La ripartenza da noi tarda, l’accesso al credito è difficile, la burocrazia rallenta tutto…

«Non è solo così. In tutti i Paesi ci sono tensioni e lamentele sulle lentezze, ci sono critiche sulla gestione. E normale che sia così, poi è vero che ci sono delle pubbliche amministrazioni che funzionano meglio, che hanno meno burocrazia e so bene che ci sono state delle lentezze in Italia. Sono tutte cose vere, ma noi possiamo fare meglio degli altri: in una fase difficile gli italiani sono più elastici e creativi di altri popoli più rigidi».

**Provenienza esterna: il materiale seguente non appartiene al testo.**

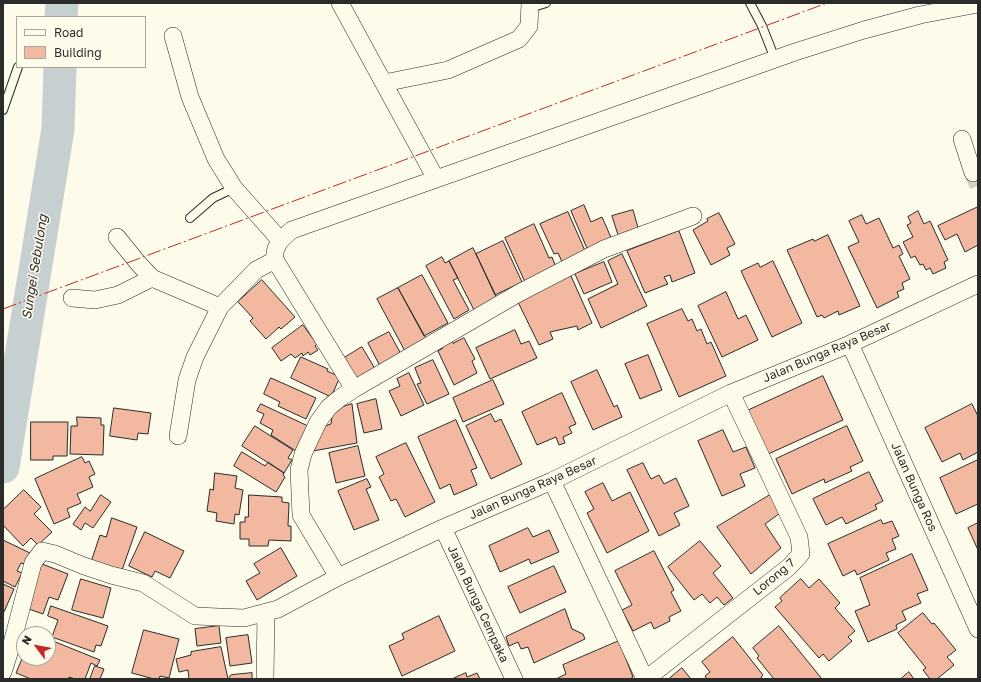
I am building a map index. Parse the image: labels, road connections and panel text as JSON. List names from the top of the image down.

Ora inizia la seconda fase…

«E non sarà breve. Uno dei criteri che dobbiamo seguire è quello di dire la verità agli italiani. Non è che arriva il giorno in cui di colpo finisce l’emergenza e si torna alla normalità di prima. Questo potrà succedere quando arriverà un vaccino ma fino ad allora dovremo convivere con l’emergenza, il distanziamento e le mascherine. Ci sarà un modo diverso di andare sul lavoro e di fare le vacanze. E dobbiamo sapere che ci aspetta un periodo carico di difficoltà. Lo Stato sta facendo e deve fare tutto il possibile, con risorse italiane e, finalmente, quelle europee, per fronteggiare questa emergenza, per non lasciare solo nessuno per non lasciare nessuno senza reddito. Ma non potrà colmare integralmente tutte le perdite di reddito che ci sono state, quindi servirà anche il contributo dei cittadini e non sarà una fase facile. Sarà difficile, molto difficile. Può essere scomodo dirlo, ma la verità va detta».

Però siamo alla fine del lockdown.

«Uscirà il Dpcm: gradualmente andremo a un allentamento in cui dobbiamo seguire le indicazioni della comunità scientifica, perché come ci hanno spiegato e rispiegato un allentamento troppo veloce potrebbe di colpo fari ripartire il contagio. Dovremo trovare un equilibrio tra l’esigenza di far ripartire la società e l’economia e quella di tenere sotto controllo i contagi. Se sommiamo le difficoltà di un ritorno alla normalità e contemporaneamente le difficoltà economiche e sociali il prossimo potrebbe essere un periodo carico di tensioni ingovernabili o viceversa un periodo dinamico in cui ognuno fa la propria parte. Certo questa fase non è paragonabile alla guerra però è un punto di rottura. Recuperare il senso di un’unica comunità nazionale che vive unità una missione collettiva è la sola strada che dovremo seguire».